Si se pincha la sátira que hay en El vendido, emerge la verdadera sangre. El padre del narrador es abatido a tiros por la policía de Los Ángeles, básicamente por conducir siendo negro. Hay una escena surrealista pero dolorosa en la que el narrador carga el cuerpo de su padre sobre el caballo que tiene en su granja urbana y marcha por las calles acompañado por el sonido de los cascos en una procesión que me gustaría ver filmada por Charles Burnett.
La cultura y los estereotipos estadounidenses negros son diseccionados en su práctica totalidad bajo el microscopio de la novela. Allí están Tiger Woods, Clarence Thomas (a quien se dedica un fragmento memorable), las galletas Oreo, los cuentos de hadas ("Rapunzel, Rapunzel, deja caer tu trenza"), Bill Cosby, la cosecha del algodón, el tamaño del pene, los dibujos animados de los domingos por la mañana, George Washington Carver, los jockeys de jardín y Mike Tyson. La "condescendencia farisea" de Dave Eggers desempeña un papel en una novatada. El programa liberal estadounidense se pliega para formar figuras de origami.

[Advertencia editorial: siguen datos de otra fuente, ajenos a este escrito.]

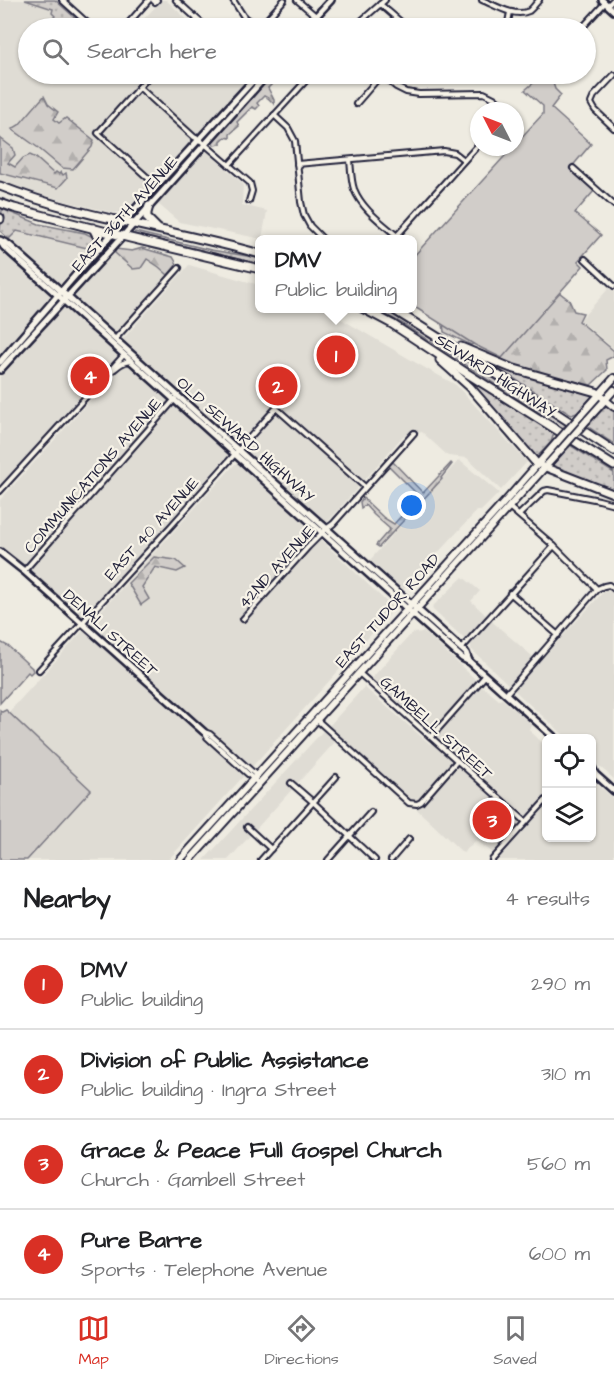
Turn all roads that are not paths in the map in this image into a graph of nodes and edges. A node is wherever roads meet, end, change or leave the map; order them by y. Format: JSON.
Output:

Una versión censurada de Middelmarch para estudiantes negros se retitula Middelmarch a mediados de abril, me voy a quedar con tu dinero, lo juro. Un equipo de televisión pregunta al participante en unos disturbios si el saqueo y la locura cambiarán algo. Esta es su respuesta, cuando llega: "Vaya, estoy saliendo en televisión, ¿no? La zorra". En esta novela, cómica, emblemática y profundamente consciente, aparecen riffs todo el rato. De Stevie Wonder el narrador dice que su lema en latín debería ser Cogito, ero boogieum: "pienso, luego improviso". Lo mismo se puede afirmar del libro.
Siento decir que, en sus últimas dos terceras partes, El vendido cae en un compás de espera. Paul Beatty sigue escribiendo con viveza, y uno ya está a 10.000 metros de altitud, pero la sensación de que te están impulsando hacia arriba falta casi por completo.
Con todo, esta fulminante novela te deposita en un punto a kilómetros de distancia de donde te recogió, lo cual hace pensar que, como el padre del narrador, medio borracho de whisky escocés, le dice una noche a este, "la verdadera cuestión no es de dónde salen las ideas, sino a dónde van". Y eso, claro, no es ni mucho menos una tontería.